[Saved data entries]
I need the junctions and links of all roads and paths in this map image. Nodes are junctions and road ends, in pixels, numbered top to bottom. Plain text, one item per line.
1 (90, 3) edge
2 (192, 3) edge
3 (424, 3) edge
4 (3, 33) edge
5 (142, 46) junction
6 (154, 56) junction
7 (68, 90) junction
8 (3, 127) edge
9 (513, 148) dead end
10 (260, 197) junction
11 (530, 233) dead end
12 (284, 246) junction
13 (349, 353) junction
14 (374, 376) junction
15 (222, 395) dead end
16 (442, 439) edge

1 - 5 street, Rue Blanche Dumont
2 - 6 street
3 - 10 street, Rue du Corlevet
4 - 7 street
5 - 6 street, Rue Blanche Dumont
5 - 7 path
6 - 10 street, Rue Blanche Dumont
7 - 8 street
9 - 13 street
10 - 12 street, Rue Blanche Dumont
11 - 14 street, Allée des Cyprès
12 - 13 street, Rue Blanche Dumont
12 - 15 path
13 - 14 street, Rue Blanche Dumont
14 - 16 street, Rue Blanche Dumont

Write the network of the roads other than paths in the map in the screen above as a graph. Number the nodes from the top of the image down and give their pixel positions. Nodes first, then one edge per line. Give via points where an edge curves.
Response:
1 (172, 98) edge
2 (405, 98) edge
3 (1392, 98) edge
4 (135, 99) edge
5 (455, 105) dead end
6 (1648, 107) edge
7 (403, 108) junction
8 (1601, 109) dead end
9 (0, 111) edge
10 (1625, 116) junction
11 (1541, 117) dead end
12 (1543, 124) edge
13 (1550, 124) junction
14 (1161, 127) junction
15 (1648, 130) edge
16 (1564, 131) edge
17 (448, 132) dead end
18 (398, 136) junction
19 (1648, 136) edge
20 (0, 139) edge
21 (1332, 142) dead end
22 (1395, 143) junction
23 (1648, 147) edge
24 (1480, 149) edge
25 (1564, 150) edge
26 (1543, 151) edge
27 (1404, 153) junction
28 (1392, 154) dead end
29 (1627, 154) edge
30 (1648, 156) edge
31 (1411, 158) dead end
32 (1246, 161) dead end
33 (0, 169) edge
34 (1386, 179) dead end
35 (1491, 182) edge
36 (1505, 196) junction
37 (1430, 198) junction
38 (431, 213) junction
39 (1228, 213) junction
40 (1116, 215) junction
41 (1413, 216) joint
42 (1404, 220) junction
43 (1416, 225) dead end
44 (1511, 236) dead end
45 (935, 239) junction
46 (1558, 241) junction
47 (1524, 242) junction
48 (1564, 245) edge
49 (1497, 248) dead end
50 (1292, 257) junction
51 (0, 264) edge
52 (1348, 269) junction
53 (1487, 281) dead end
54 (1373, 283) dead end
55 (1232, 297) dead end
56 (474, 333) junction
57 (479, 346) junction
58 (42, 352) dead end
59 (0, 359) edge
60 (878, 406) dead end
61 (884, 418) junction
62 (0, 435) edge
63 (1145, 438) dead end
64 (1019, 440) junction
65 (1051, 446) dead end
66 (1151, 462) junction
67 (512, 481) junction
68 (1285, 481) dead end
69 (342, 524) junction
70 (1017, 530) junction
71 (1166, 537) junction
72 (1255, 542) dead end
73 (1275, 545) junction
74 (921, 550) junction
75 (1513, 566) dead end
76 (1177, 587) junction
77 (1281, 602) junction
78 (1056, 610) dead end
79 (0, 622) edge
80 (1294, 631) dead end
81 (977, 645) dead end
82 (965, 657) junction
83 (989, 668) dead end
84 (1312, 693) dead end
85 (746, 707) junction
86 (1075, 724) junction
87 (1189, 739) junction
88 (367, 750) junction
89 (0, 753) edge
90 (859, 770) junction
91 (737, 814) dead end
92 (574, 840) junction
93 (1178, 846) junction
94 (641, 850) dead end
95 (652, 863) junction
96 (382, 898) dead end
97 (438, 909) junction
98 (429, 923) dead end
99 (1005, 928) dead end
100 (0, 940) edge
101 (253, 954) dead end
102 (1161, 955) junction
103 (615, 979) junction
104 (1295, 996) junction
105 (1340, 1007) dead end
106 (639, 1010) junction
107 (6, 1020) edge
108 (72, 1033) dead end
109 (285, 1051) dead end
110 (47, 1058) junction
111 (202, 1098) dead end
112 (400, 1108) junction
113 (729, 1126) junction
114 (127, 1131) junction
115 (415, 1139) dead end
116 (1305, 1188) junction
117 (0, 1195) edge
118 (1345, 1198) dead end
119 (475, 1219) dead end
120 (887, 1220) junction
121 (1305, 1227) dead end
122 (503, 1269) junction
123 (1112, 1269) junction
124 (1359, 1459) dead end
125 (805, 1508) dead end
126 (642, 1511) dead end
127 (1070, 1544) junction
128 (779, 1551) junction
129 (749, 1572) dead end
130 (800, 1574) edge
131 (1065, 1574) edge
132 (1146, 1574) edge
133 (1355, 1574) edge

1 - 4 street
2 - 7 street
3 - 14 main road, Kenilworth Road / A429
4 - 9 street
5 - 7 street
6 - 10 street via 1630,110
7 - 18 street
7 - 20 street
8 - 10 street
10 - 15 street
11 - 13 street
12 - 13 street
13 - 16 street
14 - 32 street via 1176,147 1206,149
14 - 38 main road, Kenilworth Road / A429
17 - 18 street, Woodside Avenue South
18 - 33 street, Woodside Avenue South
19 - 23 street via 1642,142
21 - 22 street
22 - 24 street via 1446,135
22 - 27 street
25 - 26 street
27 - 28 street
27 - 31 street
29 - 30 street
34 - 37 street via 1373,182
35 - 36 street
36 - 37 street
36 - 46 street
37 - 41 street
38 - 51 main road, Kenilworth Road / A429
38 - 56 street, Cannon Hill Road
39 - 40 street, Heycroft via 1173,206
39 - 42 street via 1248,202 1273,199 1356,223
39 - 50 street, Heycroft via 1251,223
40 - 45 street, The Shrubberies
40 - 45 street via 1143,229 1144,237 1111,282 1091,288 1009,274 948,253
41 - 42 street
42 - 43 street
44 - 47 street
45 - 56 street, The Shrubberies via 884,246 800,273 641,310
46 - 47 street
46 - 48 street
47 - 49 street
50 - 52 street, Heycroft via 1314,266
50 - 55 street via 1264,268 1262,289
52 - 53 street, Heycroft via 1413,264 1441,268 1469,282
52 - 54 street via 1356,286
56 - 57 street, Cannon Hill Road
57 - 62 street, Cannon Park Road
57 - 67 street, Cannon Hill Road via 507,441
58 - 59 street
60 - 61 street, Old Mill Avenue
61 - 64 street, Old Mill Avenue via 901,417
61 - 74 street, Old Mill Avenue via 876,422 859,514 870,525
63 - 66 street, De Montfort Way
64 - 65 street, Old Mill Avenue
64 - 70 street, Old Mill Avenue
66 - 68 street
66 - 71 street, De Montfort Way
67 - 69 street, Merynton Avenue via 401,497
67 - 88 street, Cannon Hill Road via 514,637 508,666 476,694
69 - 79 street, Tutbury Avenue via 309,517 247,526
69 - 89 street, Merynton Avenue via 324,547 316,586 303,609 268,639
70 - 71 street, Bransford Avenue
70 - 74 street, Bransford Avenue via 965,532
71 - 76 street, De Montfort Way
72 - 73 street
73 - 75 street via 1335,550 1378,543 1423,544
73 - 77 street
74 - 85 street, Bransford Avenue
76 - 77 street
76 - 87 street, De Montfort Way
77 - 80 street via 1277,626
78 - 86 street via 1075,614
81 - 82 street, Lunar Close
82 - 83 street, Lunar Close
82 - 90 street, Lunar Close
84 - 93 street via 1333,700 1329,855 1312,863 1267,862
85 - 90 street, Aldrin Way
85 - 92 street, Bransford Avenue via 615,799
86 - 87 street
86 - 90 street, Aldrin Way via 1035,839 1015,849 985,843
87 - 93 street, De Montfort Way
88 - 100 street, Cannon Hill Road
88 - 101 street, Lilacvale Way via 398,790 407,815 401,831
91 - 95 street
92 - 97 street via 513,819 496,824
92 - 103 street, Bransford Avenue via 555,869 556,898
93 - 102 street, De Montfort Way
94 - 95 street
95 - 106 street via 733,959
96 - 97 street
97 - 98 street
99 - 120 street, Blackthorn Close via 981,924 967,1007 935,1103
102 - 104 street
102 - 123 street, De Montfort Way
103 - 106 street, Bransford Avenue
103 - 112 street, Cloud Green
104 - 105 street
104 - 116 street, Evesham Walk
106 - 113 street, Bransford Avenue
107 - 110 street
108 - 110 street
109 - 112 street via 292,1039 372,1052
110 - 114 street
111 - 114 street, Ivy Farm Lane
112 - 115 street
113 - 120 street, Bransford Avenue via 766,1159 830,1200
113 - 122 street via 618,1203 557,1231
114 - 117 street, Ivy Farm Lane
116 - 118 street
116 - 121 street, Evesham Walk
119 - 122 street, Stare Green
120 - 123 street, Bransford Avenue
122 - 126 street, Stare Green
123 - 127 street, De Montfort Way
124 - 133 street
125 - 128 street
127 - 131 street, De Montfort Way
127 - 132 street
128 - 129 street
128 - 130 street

### TASK OBJECTIVE
The number alone, please: how many lines in the data contain the string "Green"?

### REPLY
3